We’ve seen this movie before.

Then, in Love Actually, Hugh Grant played the unlikely prime minister of Britain, standing up to an oleaginous Billy Bob Thornton as president of the US.

This time, the backdrop was Sydney Harbour, and the champion of the underdog was New Zealand leader Jacinda Ardern. Scott Morrison was a cornered Australian prime minister, looking around for a ferry, a helicopter, anything, to transport him away: anywhere but here.

A smaller country – a junior partner – stood up to an aggressive, domineering senior one, and said: “I fear this has become a bad relationship.” In Ardern’s version: “This is corrosive to our relationship.”

Related: 'I was petrified': the New Zealanders deported from Australia despite decades working there

At issue is the deportation of New Zealand citizens – some of them Indigenous Australians, others raised and schooled in Australia and who have barely been to New Zealand – forcibly sent back to a country to which they have no connection after serving a prison sentence in Australia.

For many, their country of citizenship is a place they barely know, have no family in or connection to. Some are children still.

Ardern told Scott Morrison that Australia’s continued intransigence around the issue had become “corrosive” to the countries’ relationship.

“Australia is well within its rights to deport individuals who break your laws,” Ardern said. “New Zealand does the same. But we have a simple request – send back Kiwis. Genuine Kiwis. Do not deport your people and your problems.”

The issue has been a point of simmering tension between the two nations for years, but has erupted into fresh acrimony in recent weeks and become an election issue for Ardern after New Zealand police said the policy was a significant reason behind a rise in domestic criminal gang activity.

Ardern said her public evisceration was not without warning, having delivered to Morrison the same message in private. She said New Zealand would not stand for a lack of “fairness” in the relationship, citing cases of people who had moved to Australia when they were one week old being deported back to the land of their birth.

Morrison, for his part, was resolute.

“Our government is well known for our clear views on immigration and border security. If you have committed a crime and you’re not a citizen of Australia, then you have no right to stay.”

Ardern’s comments must be put in a broader political context. Adored abroad, Ardern has found the travails of domestic politics far more bruising, and finds herself locked in a fierce campaign battle ahead of a September poll.

Comments such as these will play strongly to a domestic audience, who will see a prime minister standing up to a bullying big brother.

But the broader principle of Ardern’s argument is also significant.

The people at the centre of this debate are undeniably “Australian” in the broader sense of a demos, even if they don’t carry the requisite paperwork. These people are products of Australia and are Australia’s responsibility.

Related: New Zealand lobby group plans to sue Australia over citizenship law change

Often, and all over the world, we see Australia seeking to shed itself of citizens it finds difficult, politically awkward, or unpopular. Australian infants and children trapped in the violence of al-Hawl in northern Syria are shunned because of the mistakes of their parents.

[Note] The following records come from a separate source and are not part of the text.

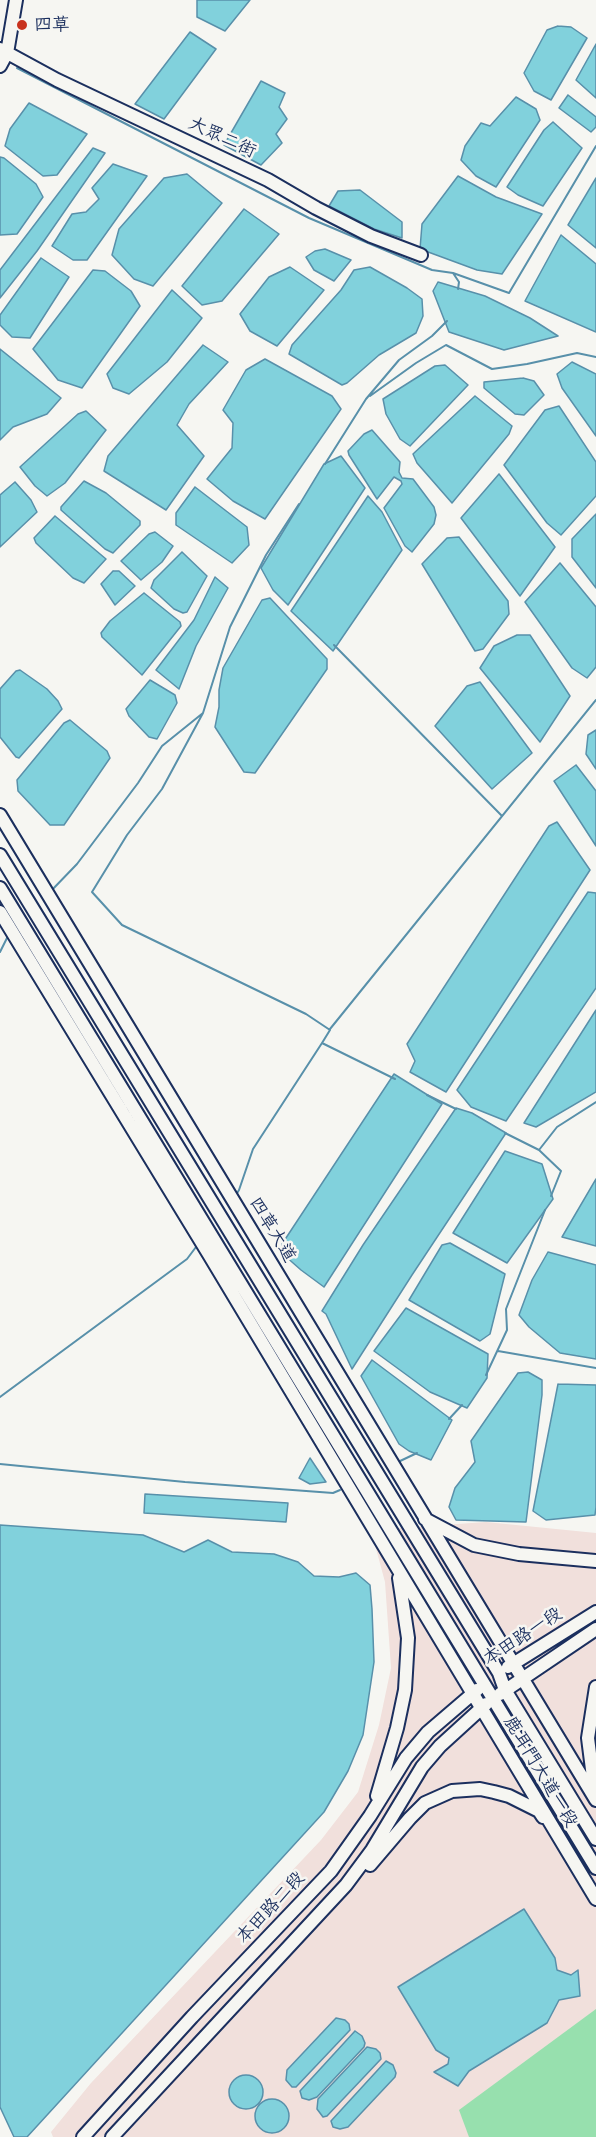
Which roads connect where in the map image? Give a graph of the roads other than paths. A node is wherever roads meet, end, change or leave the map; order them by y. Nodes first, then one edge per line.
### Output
1 (16, 0) edge
2 (3, 51) edge
3 (0, 66) edge
4 (421, 255) dead end
5 (0, 815) edge
6 (0, 855) edge
7 (0, 888) edge
8 (0, 912) edge
9 (425, 1519) junction
10 (596, 1560) edge
11 (398, 1571) junction
12 (596, 1612) edge
13 (596, 1629) edge
14 (513, 1663) junction
15 (499, 1673) junction
16 (522, 1678) junction
17 (484, 1684) junction
18 (596, 1687) edge
19 (505, 1690) junction
20 (472, 1694) junction
21 (493, 1699) junction
22 (480, 1709) junction
23 (596, 1800) edge
24 (370, 1816) junction
25 (550, 1824) junction
26 (596, 1839) edge
27 (596, 1868) edge
28 (346, 1885) junction
29 (596, 1899) edge
30 (83, 2137) edge
31 (112, 2137) edge

1 - 2 street
2 - 3 street
2 - 4 street, 大眾二街
5 - 9 street, 四草大道
6 - 15 street, 四草大道
7 - 17 street
8 - 11 street
9 - 10 street
9 - 14 street, 四草大道
11 - 20 street
11 - 24 street
12 - 14 street, 本田路一段
13 - 16 street, 本田路一段
14 - 15 street, 本田路一段
14 - 16 street, 鹿耳門大道一段
15 - 17 street, 本田路一段
15 - 19 street, 鹿耳門大道一段
16 - 19 street, 本田路一段
16 - 23 street, 鹿耳門大道一段
17 - 20 street, 本田路一段
17 - 21 street, 鹿耳門大道一段
18 - 23 street
19 - 21 street, 本田路一段
19 - 26 street, 鹿耳門大道一段
20 - 22 street, 鹿耳門大道一段
20 - 24 street, 本田路二段
21 - 22 street, 本田路一段
21 - 27 street, 鹿耳門大道一段
22 - 25 street, 鹿耳門大道一段
22 - 28 street
24 - 30 street, 本田路二段
25 - 28 street
25 - 29 street, 鹿耳門大道一段
28 - 31 street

But countries are responsible for the people they create.

The people at the centre of this debate were, in many cases, raised and schooled entirely in Australia. They fell into crime – some of it petty, some of it serious – in Australia. They have all the family and friends they have ever known in Australia.

They are Australian, and they are Australia’s responsibility. Just as parents can’t spurn their children who behave badly, states can’t simply foist people they find difficult onto other countries.

The Australian government mounts arguments around national security and safety, but they are spurious, and made for the hackneyed political gain of being seen as tough on crime, and harsh towards “others”.

Rarely in international relations are there debates free of nuance, free of grey areas. But Australia is unambiguously in the wrong here, and it has been consistently for years.

Its inability to see the harm it is doing to what should be one of its closest, and simplest, relationships, is immensely damaging and self-defeating.